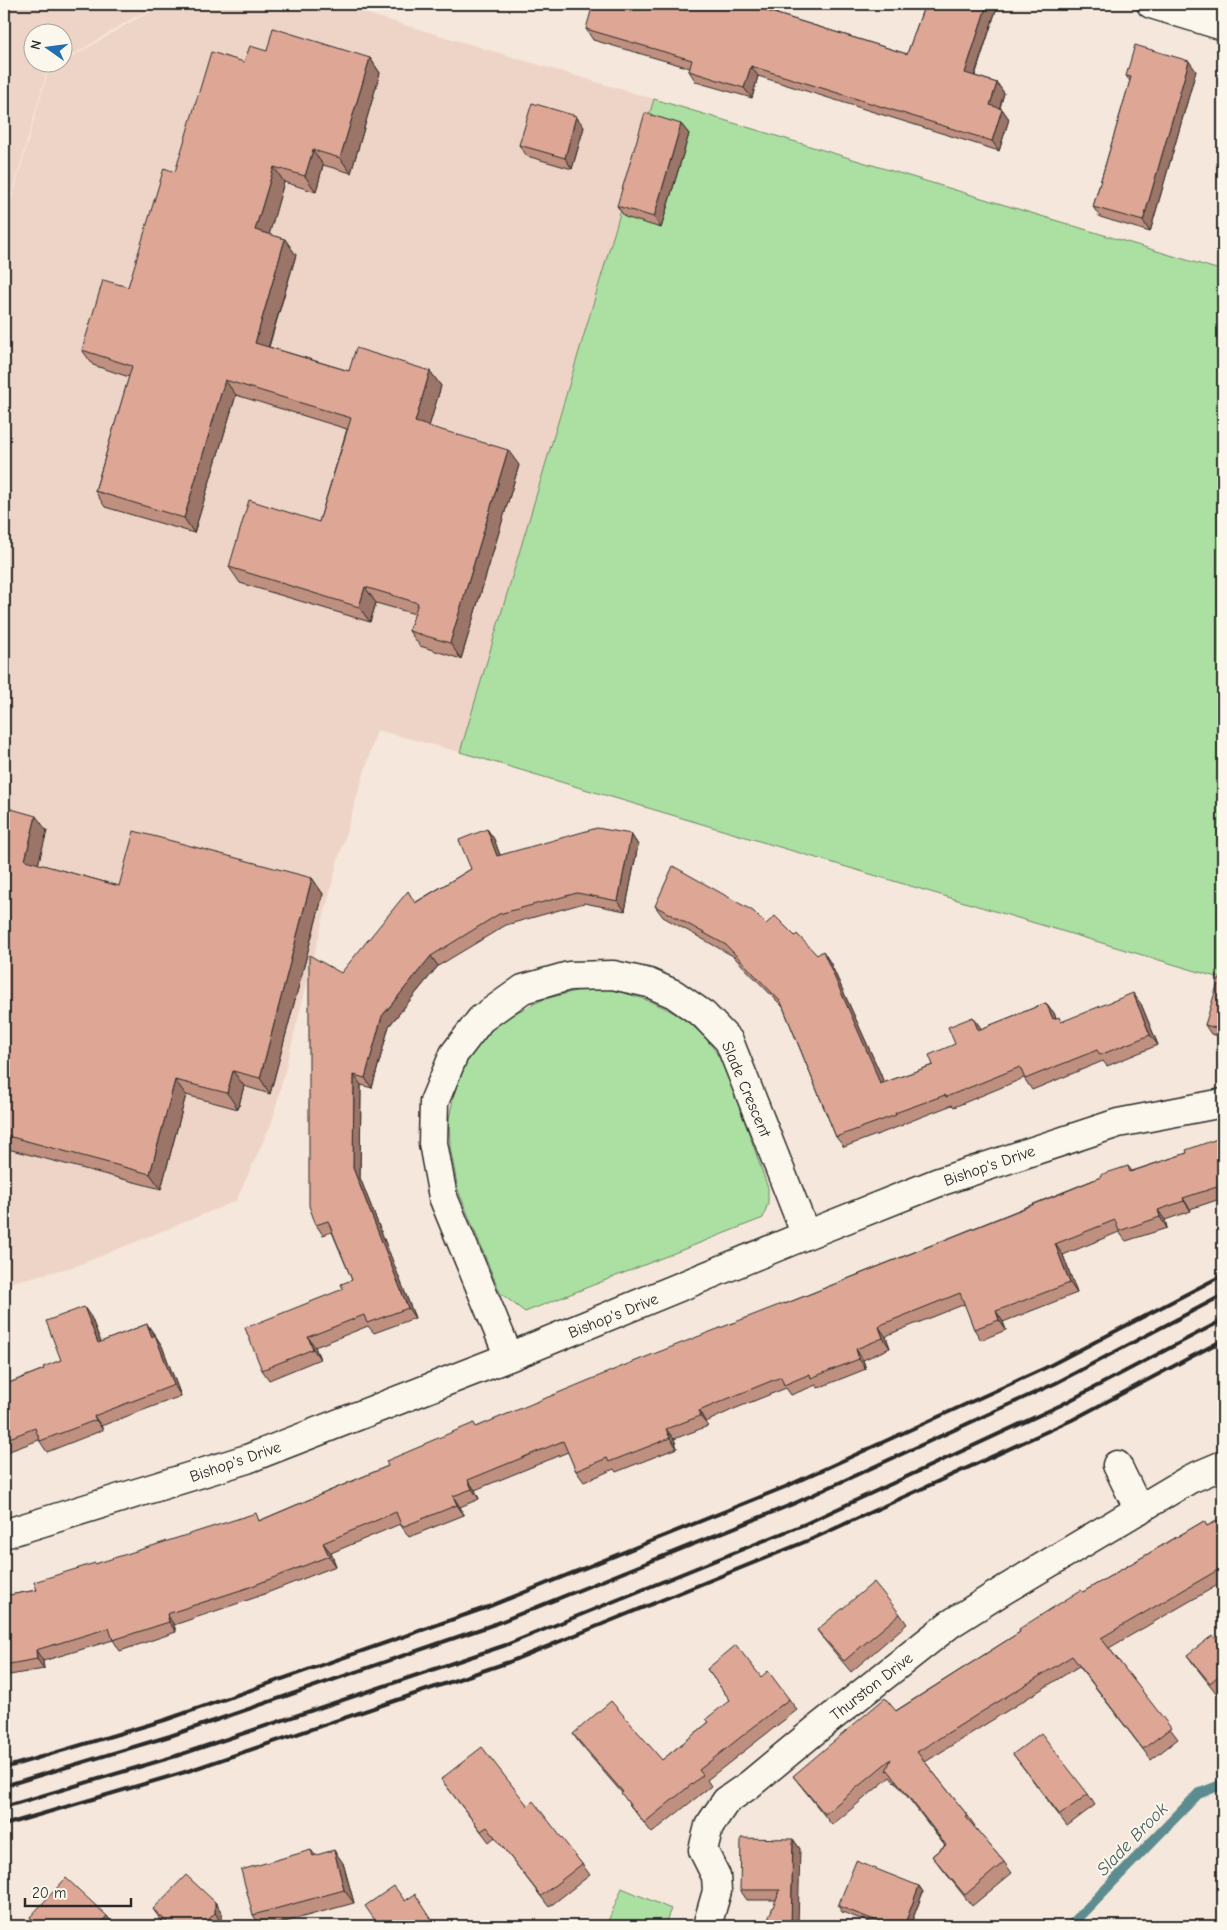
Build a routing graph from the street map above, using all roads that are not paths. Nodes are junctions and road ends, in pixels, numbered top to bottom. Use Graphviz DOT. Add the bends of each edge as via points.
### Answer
graph roads {
  1 [pos="1151,4"];
  2 [pos="1223,26"];
  3 [pos="1223,1103"];
  4 [pos="806,1235"];
  5 [pos="509,1357"];
  6 [pos="1117,1464"];
  7 [pos="1223,1465"];
  8 [pos="1139,1510"];
  9 [pos="4,1534"];
  10 [pos="706,1926"];
  1 -- 2 [label="street"];
  3 -- 4 [label="street, Bishop's Drive" via="1118,1123 1057,1142 939,1182"];
  4 -- 5 [label="street, Bishop's Drive"];
  4 -- 5 [label="street, Slade Crescent" via="729,1041 704,1015 674,994 649,983 613,975 569,976 523,988 481,1019 454,1054 434,1102 433,1143 443,1197"];
  5 -- 9 [label="street, Bishop's Drive" via="248,1459"];
  6 -- 8 [label="street"];
  7 -- 8 [label="street, Thurston Drive" via="1190,1479"];
  8 -- 10 [label="street, Thurston Drive" via="950,1624 726,1801 709,1826 703,1850 716,1876 717,1890"];
}
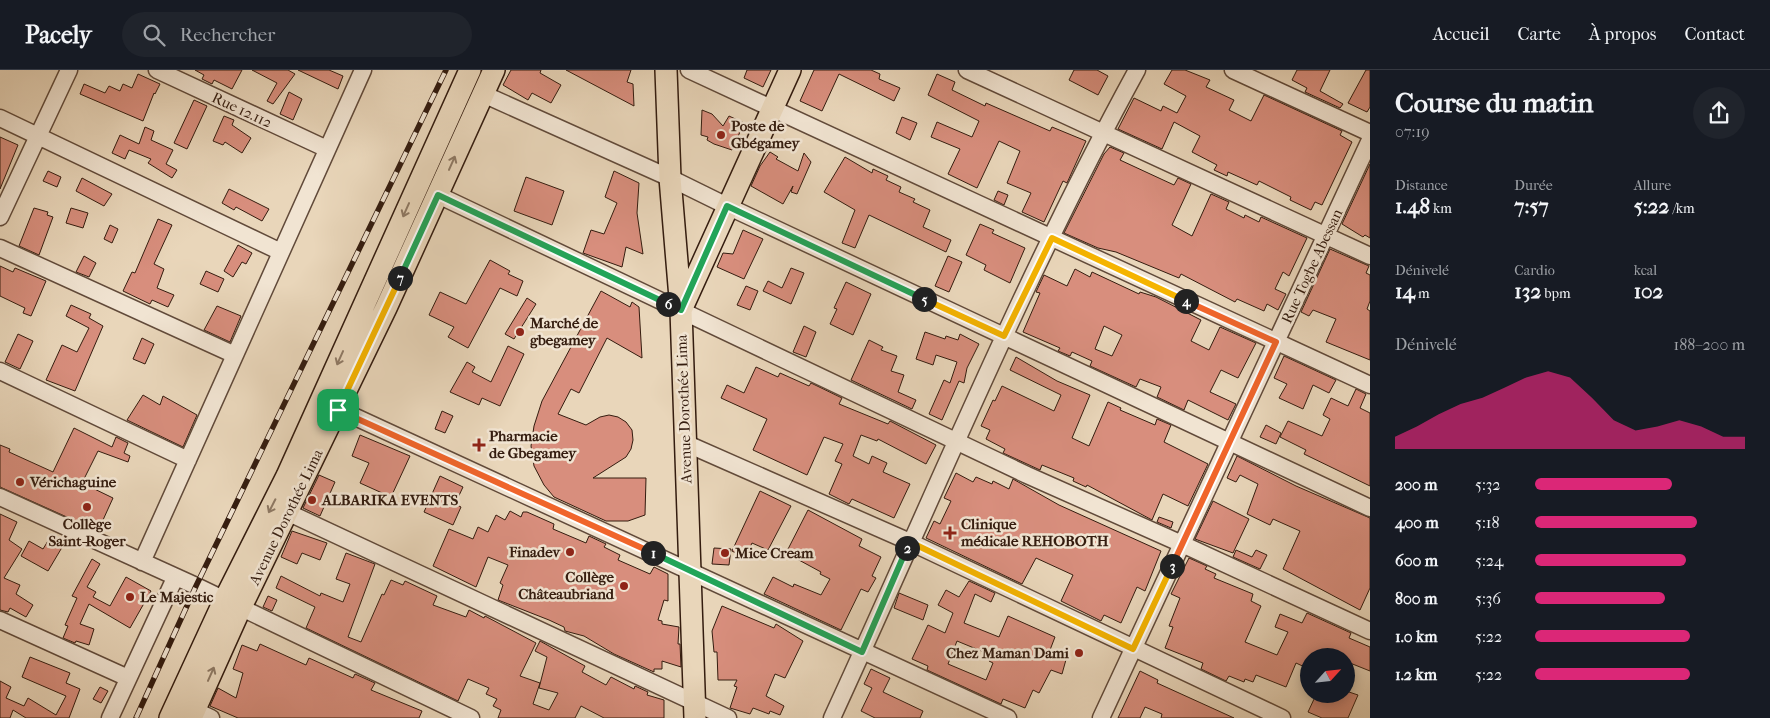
◇ ◇ ◇ ◇ ◇ ◇ ◇
INSTRUCTIONS TO FOLLOW: Word for word, restate the material above; do not carry over the pictures.

OUTPUT BELOW:
Build a routing graph from the street map above, using all roads that are not paths. Nodes are junctions and road ends, in pixels, numbered top to bottom. Use Graphviz DOT. Add the bends of each edge as via points.
### Answer
graph roads {
  1 [pos="1151,4"];
  2 [pos="1223,26"];
  3 [pos="1223,1103"];
  4 [pos="806,1235"];
  5 [pos="509,1357"];
  6 [pos="1117,1464"];
  7 [pos="1223,1465"];
  8 [pos="1139,1510"];
  9 [pos="4,1534"];
  10 [pos="706,1926"];
  1 -- 2 [label="street"];
  3 -- 4 [label="street, Bishop's Drive" via="1118,1123 1057,1142 939,1182"];
  4 -- 5 [label="street, Bishop's Drive"];
  4 -- 5 [label="street, Slade Crescent" via="729,1041 704,1015 674,994 649,983 613,975 569,976 523,988 481,1019 454,1054 434,1102 433,1143 443,1197"];
  5 -- 9 [label="street, Bishop's Drive" via="248,1459"];
  6 -- 8 [label="street"];
  7 -- 8 [label="street, Thurston Drive" via="1190,1479"];
  8 -- 10 [label="street, Thurston Drive" via="950,1624 726,1801 709,1826 703,1850 716,1876 717,1890"];
}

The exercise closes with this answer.